On ne peut mettre un terme aux inégalités mondiales que si l’on investit dans l’éducation et la connaissance. L’Internet a dans ce domaine une influence décisive. Mais la division numérique exclut les pays subsahariens de cette technique et accentue leur retard. C’est pour y remédier qu’a été créé le kiosque Internet rural. Indépendamment de l’alimentation en électricité et de la connexion aux réseaux Internet, il donne aux populations rurales l’accès à la communication, à l’information et au savoir tout en les aidant à mettre fin à leur exclusion dans presque tous les principaux domaines de la vie.

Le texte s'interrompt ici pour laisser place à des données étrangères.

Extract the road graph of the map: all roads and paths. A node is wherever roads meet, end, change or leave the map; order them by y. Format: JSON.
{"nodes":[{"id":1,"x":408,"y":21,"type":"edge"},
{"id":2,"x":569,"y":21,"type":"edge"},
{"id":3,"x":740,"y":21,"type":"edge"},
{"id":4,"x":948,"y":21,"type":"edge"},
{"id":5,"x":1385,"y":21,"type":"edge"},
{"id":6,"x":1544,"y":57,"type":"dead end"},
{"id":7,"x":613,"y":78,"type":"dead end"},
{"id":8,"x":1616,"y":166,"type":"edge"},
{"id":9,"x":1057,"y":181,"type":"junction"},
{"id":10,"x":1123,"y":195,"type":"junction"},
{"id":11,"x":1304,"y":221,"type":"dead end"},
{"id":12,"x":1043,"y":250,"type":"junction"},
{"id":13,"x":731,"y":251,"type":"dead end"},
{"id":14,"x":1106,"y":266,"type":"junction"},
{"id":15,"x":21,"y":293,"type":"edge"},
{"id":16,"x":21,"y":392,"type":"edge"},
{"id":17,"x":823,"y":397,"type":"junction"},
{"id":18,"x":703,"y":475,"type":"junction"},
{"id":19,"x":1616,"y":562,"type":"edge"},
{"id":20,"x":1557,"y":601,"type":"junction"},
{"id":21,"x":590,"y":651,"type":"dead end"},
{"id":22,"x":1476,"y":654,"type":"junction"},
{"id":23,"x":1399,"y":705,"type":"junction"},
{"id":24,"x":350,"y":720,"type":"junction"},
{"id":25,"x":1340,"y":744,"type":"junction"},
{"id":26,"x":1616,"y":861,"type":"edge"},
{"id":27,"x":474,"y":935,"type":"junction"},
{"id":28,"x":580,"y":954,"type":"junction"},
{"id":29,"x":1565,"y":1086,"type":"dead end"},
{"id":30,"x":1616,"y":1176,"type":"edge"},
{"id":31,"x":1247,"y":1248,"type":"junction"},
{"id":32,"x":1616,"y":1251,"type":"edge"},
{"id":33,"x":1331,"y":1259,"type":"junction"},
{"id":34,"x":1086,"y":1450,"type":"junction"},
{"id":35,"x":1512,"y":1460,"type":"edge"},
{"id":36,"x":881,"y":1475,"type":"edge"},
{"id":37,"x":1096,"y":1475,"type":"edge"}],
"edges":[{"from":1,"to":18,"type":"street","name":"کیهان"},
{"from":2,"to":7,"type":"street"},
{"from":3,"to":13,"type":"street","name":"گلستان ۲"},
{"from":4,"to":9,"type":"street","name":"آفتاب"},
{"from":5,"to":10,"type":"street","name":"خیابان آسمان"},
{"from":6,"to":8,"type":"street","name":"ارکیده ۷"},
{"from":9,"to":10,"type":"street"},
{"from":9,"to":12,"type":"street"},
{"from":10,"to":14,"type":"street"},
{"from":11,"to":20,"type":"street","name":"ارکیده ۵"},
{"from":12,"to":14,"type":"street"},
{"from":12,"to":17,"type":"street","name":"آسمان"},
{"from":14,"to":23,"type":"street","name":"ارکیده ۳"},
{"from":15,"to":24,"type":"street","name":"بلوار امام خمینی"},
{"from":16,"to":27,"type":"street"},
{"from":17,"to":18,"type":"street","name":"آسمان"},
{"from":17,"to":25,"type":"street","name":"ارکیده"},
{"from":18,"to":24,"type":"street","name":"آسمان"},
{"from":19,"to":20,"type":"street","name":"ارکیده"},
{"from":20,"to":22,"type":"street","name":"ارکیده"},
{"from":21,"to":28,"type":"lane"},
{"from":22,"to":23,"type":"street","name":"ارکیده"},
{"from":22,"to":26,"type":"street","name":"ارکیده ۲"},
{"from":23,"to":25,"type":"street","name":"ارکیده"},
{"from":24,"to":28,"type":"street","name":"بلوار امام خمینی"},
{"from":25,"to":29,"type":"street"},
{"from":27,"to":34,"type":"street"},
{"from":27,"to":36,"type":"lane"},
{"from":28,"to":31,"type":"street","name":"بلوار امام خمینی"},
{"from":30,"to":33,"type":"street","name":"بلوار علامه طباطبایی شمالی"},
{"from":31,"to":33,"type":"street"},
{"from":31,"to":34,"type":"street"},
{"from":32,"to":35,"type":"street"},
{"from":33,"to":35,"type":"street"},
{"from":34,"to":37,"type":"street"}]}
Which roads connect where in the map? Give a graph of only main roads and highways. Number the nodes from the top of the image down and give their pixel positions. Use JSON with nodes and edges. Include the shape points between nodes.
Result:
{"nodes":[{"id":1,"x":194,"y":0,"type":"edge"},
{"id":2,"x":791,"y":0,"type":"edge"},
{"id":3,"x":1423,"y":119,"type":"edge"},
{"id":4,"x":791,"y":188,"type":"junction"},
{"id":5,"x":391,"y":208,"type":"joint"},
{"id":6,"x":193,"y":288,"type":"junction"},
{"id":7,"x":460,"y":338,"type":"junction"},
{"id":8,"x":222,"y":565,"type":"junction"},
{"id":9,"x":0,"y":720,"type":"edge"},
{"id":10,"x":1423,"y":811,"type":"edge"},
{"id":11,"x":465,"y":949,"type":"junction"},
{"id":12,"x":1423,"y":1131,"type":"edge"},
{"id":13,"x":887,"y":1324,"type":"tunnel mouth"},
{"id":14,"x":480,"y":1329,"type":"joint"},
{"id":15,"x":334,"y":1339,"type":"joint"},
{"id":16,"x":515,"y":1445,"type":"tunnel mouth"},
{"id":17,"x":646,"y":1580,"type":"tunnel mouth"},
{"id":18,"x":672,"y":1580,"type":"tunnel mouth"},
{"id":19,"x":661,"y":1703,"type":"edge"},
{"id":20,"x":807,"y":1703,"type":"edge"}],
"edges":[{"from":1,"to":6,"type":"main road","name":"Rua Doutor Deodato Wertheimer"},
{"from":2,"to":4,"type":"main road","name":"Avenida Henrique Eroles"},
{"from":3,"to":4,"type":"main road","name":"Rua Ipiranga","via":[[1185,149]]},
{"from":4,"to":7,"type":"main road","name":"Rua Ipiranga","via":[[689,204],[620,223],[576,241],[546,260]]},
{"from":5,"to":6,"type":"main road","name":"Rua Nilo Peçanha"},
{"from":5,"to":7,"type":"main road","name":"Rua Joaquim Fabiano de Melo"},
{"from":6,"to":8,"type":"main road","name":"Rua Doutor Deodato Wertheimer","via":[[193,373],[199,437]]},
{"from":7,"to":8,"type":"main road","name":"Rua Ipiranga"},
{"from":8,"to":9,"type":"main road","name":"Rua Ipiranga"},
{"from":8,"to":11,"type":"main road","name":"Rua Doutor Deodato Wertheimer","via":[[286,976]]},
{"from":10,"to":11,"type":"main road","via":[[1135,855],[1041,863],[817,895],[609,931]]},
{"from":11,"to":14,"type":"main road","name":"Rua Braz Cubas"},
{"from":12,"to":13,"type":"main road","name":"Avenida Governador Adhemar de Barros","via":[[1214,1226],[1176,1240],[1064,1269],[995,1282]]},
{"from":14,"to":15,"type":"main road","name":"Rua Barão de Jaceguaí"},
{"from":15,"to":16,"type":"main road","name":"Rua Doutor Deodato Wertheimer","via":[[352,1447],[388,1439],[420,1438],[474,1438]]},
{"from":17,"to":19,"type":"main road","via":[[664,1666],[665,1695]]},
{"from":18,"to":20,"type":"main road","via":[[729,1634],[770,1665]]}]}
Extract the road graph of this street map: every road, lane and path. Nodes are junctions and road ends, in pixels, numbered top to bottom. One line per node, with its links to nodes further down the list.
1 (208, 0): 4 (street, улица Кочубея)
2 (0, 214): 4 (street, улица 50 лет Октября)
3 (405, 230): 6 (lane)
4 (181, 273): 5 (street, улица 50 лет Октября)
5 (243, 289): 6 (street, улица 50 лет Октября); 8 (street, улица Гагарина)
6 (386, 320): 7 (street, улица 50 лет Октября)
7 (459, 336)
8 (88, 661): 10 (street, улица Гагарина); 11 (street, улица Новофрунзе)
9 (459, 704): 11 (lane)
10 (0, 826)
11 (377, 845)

Les kiosques Internet ruraux: l’autonomisation par l’information dans l’Afrique rurale


Nous vivons dans un monde globalisé où chacun est interconnecté. L’approvisionnement en denrées alimentaires pour les États-Unis est lié à la production en Afrique, et la pollution provoquée par les nations développées a entraîné un changement climatique planétaire. La mondialisation a été soumise au modèle du capitalisme débridé de l’économie de marché, et nous avons été témoins du vacillement d’idéologies comme le consensus de Washington qui a échoué lors de sa mise œuvre. L’idéologie du consensus de Washington repose sur la théorie de l’économie de marché qui suppose une information parfaite, une concurrence parfaite et des marchés à risques parfaits. C’est une idéalisation de la réalité qui ne se réalise que rarement dans les pays en développement. 1 Les marchés mondialisés n’ont absolument pas réussi à obtenir de résultats efficaces avec les 20 % de la population mondiale qui possèdent plus de 75 % du capital mondial. En un mot, le système économique enrichit quelques-uns et laisse les autres mourir dans la pauvreté. Le seul moyen de corriger ce déséquilibre des forces est d’investir dans l’éducation conduisant au développement de compétences, dans les technologies de l’information et de la communication et dans la création de capital à la base. Selon Joseph Stiglitz, ancien président de la Banque mondiale et chercheur dans le domaine de la mondialisation,

«Ce qui sépare les pays développés de ceux qui le sont moins n’est pas un écart au plan des ressources, mais une inégalité concernant le savoir, ce qui explique pourquoi il est si important d’investir dans l’éducation et la technologie.»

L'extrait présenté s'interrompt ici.